In the current era of minimally invasive colorectal surgery combined with enhanced recovery protocols to optimize recovery and reduce the length of patient hospital stay, reducing the incidence and severity of PONV is particularly important. The cost implications related to prolonged hospital stay and the additional costs of further complications affect both open and laparoscopic surgery.
Dexamethasone for PONV
Dexamethasone is extensively used in all types of surgery to reduce PONV (Table 1).
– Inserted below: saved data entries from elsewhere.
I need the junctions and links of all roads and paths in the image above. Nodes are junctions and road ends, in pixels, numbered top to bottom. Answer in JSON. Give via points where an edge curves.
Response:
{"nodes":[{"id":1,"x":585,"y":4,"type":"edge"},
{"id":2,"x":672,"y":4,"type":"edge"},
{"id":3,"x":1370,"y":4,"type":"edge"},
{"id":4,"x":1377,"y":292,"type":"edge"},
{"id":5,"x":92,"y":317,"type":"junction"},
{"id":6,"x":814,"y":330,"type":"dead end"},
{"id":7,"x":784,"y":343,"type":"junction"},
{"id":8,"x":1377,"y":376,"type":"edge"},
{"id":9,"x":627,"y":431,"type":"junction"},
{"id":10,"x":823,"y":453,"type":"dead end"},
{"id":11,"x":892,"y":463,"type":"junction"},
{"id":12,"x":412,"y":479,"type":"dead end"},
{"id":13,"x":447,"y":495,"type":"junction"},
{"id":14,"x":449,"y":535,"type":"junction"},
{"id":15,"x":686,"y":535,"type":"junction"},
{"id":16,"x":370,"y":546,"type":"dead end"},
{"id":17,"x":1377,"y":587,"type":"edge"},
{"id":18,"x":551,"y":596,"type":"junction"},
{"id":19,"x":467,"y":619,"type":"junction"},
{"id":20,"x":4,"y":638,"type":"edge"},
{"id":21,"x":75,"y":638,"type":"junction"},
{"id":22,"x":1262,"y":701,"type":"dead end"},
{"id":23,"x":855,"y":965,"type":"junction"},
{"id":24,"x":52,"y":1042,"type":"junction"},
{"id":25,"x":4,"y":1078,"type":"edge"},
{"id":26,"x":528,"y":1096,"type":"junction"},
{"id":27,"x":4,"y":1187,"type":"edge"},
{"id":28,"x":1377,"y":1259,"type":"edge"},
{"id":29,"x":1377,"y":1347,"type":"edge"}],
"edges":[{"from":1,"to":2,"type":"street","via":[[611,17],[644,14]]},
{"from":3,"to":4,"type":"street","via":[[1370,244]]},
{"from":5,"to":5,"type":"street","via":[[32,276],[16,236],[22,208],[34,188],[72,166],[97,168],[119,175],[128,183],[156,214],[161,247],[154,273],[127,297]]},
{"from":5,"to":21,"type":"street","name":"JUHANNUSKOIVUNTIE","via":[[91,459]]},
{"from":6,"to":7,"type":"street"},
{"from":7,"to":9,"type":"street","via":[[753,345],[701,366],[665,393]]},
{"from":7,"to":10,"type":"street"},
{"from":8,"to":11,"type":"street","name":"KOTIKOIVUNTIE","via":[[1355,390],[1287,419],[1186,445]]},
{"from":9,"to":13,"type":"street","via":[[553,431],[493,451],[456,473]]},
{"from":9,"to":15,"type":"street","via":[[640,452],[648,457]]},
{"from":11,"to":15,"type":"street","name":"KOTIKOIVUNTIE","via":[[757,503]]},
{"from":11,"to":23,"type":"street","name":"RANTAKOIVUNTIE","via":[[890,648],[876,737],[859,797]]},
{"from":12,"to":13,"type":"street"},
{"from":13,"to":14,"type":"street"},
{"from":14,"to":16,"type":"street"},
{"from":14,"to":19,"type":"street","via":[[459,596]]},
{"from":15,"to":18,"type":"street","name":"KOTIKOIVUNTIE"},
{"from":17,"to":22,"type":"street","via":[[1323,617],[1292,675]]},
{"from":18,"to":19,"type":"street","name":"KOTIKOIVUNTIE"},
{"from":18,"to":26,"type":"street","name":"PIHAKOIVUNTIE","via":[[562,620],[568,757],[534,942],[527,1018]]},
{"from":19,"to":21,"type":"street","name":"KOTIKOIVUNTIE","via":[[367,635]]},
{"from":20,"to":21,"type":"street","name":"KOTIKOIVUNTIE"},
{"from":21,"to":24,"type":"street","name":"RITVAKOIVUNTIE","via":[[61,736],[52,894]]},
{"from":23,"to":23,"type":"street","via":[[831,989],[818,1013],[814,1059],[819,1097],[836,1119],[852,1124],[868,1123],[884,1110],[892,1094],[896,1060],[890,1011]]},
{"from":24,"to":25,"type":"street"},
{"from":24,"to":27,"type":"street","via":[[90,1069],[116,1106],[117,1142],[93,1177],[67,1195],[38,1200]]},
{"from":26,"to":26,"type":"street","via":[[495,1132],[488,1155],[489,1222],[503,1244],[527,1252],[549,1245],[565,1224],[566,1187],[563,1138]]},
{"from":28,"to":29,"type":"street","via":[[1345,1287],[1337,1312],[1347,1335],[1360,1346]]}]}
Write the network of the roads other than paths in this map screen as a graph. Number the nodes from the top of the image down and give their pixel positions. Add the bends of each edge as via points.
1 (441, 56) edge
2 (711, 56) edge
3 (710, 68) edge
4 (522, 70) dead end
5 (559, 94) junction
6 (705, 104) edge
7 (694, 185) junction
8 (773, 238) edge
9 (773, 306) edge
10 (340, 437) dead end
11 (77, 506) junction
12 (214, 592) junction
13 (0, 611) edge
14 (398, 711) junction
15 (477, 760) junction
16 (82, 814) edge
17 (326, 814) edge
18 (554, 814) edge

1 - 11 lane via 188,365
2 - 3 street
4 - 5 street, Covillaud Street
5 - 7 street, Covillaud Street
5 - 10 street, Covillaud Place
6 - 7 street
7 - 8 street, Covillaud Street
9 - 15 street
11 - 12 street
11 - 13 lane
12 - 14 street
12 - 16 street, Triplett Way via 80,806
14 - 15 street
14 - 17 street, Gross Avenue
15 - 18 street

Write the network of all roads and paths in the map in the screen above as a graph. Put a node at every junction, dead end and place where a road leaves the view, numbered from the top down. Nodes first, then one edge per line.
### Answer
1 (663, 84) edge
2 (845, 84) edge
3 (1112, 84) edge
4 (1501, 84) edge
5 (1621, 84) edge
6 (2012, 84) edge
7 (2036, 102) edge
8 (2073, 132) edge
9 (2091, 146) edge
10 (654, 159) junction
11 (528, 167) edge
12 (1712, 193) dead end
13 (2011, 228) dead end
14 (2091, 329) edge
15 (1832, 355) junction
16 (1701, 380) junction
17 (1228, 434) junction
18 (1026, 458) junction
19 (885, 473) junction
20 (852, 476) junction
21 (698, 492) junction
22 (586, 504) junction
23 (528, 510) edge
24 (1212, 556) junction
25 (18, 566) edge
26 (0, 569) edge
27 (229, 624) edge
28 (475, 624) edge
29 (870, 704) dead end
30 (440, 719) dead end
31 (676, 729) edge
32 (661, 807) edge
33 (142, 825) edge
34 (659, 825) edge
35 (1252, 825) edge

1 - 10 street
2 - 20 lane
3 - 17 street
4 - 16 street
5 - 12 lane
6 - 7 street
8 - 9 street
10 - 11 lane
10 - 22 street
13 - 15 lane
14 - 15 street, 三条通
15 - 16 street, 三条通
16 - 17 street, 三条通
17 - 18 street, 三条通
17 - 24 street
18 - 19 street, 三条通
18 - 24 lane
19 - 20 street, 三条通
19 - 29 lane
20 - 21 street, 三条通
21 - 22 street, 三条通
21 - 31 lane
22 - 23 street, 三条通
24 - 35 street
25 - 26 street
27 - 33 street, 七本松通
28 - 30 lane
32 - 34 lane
In practice, dexamethasone is less widely used for control of PONV by anesthetists in gastrointestinal patients, perhaps because of a lack of proven efficacy in these patients. However, its use is advocated in some enhanced recovery programs (ERAS) to improve recovery after colorectal surgery [4–6].
Its precise mechanism of action is unknown but it has been proposed that the antiemetic properties arise due to activation of glucocorticoid receptors in the medulla , or by inhibiting central production of prostaglandins or inhibiting the release of endogenous opioids . It is also known to improve appetite , and in combination with reduced nausea and vomiting, aids early recovery. Glucocorticoids can also reduce pain by suppression of bradykinin and neuropeptides from nerve endings .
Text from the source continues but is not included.